| ASSIGNED TASK |
Look below for the lines from the one with "middle tip: (1189, 717)" to the one with "ring pip: (1228, 768)", and copy exactly those lines, both ends included.

| Human keypoint data |
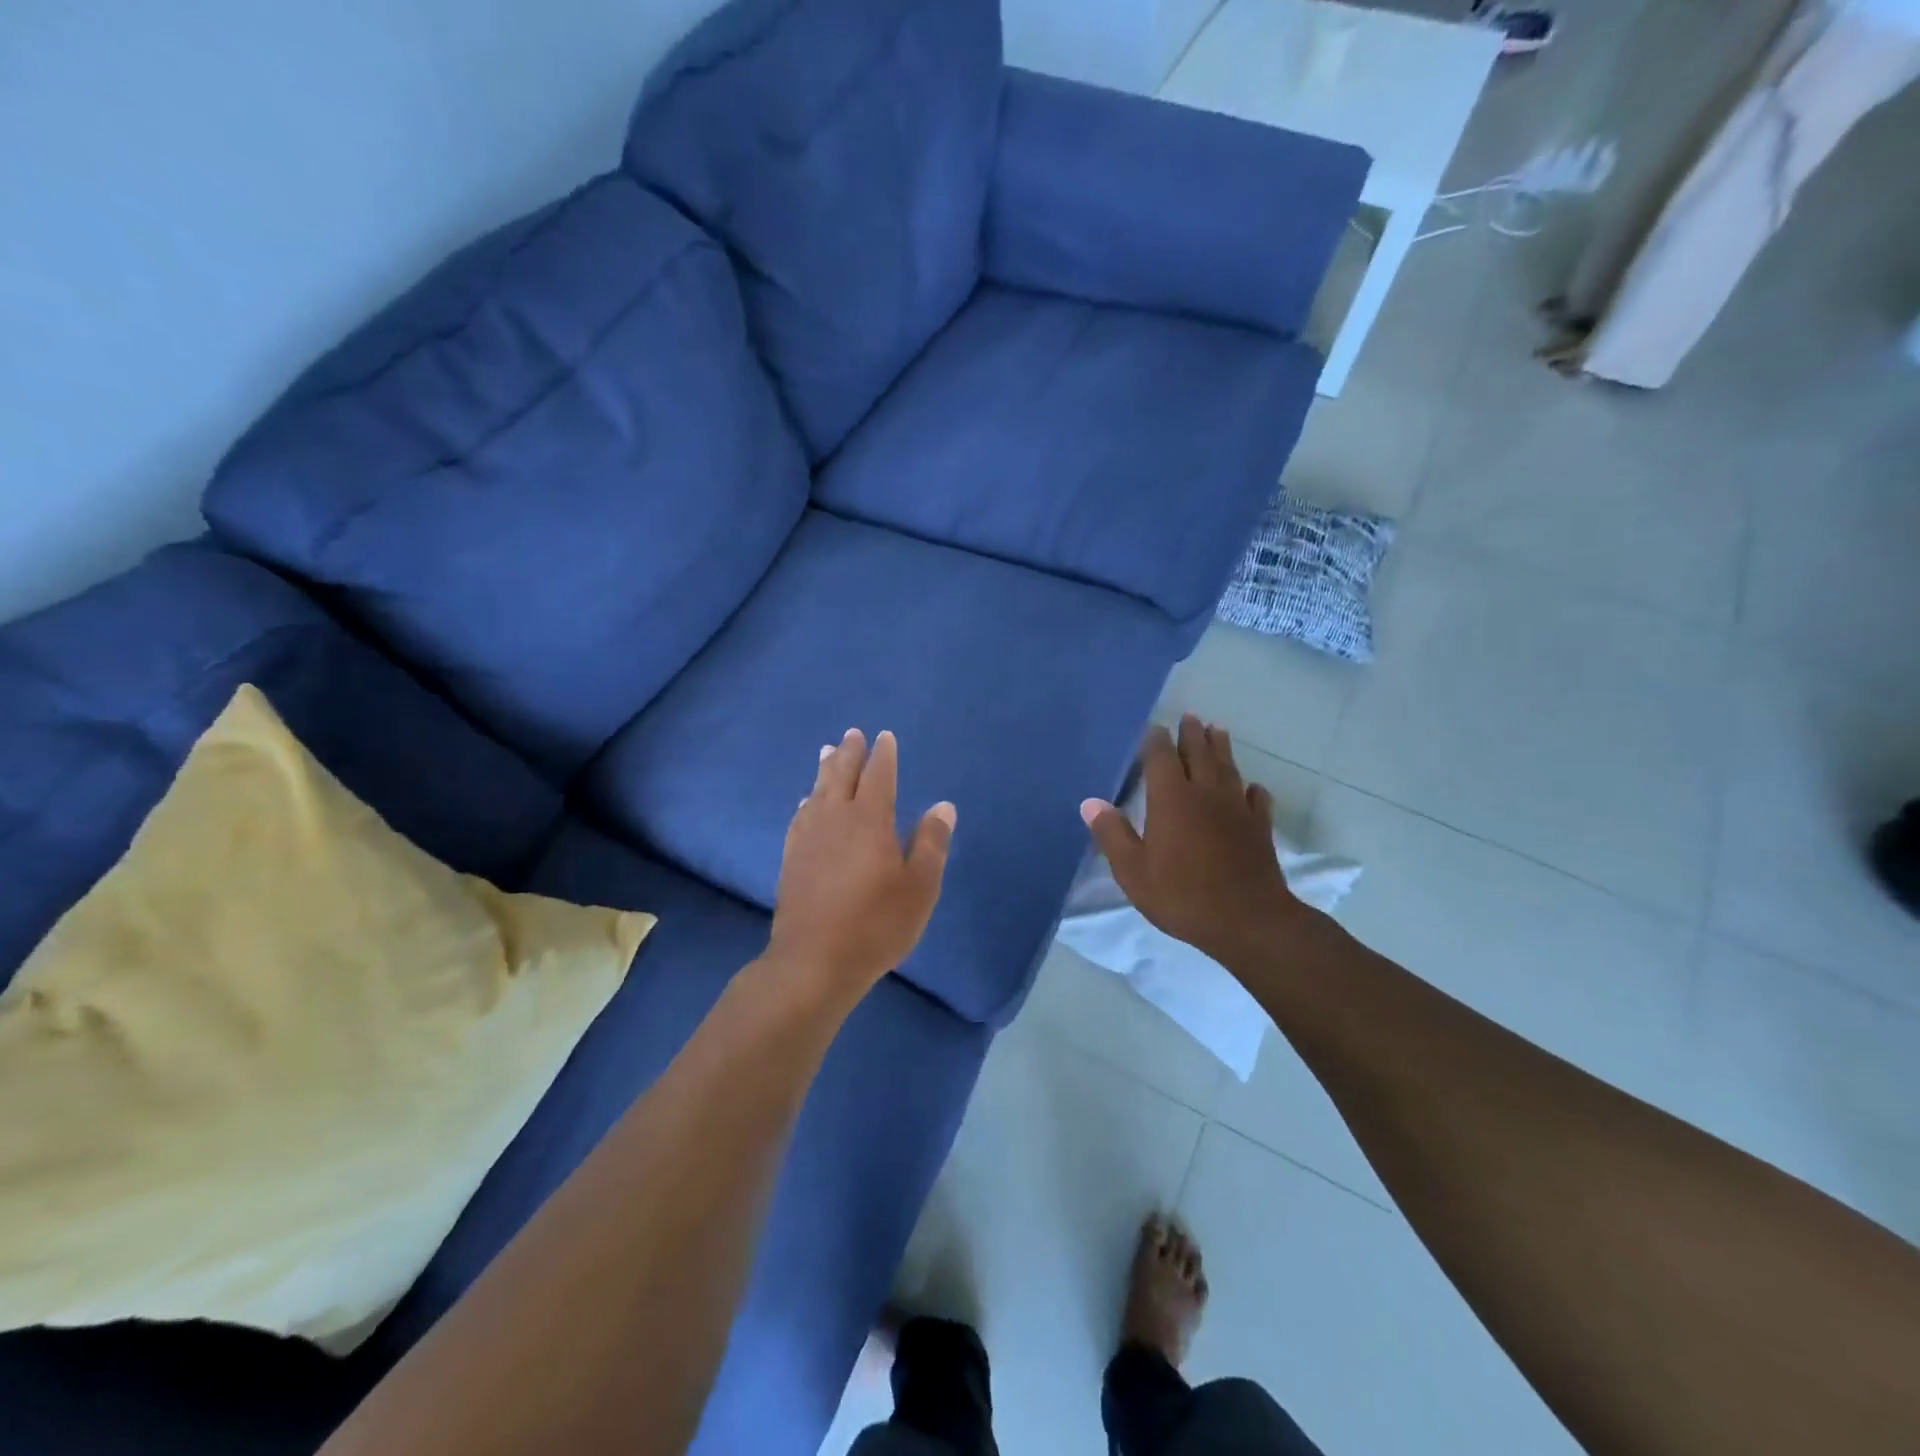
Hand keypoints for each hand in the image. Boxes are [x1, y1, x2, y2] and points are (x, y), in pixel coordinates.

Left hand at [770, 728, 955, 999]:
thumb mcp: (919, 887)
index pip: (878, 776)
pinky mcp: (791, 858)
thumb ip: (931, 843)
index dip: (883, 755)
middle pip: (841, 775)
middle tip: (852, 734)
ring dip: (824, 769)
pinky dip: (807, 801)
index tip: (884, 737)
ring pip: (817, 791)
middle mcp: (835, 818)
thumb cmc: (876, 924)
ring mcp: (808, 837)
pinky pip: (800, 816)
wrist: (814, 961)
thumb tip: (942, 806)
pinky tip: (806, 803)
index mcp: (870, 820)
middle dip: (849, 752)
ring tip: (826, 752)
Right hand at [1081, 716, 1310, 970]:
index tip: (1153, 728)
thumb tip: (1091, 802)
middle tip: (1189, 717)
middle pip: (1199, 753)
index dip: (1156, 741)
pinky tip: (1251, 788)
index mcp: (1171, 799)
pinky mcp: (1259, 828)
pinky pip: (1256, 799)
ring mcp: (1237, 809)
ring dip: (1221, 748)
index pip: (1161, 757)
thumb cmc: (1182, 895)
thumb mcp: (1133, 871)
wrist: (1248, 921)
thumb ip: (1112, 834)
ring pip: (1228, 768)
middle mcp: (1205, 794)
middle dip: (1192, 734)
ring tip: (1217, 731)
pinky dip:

| EXPECTED ANSWER |
middle tip: (1189, 717)
middle pip: (1199, 753)
index dip: (1156, 741)
pinky tip: (1251, 788)
index mcp: (1171, 799)
pinky mcp: (1259, 828)
pinky pip: (1256, 799)
ring mcp: (1237, 809)
ring dip: (1221, 748)
index pip: (1161, 757)
thumb cmc: (1182, 895)
thumb mcp: (1133, 871)
wrist: (1248, 921)
thumb ip: (1112, 834)
ring pip: (1228, 768)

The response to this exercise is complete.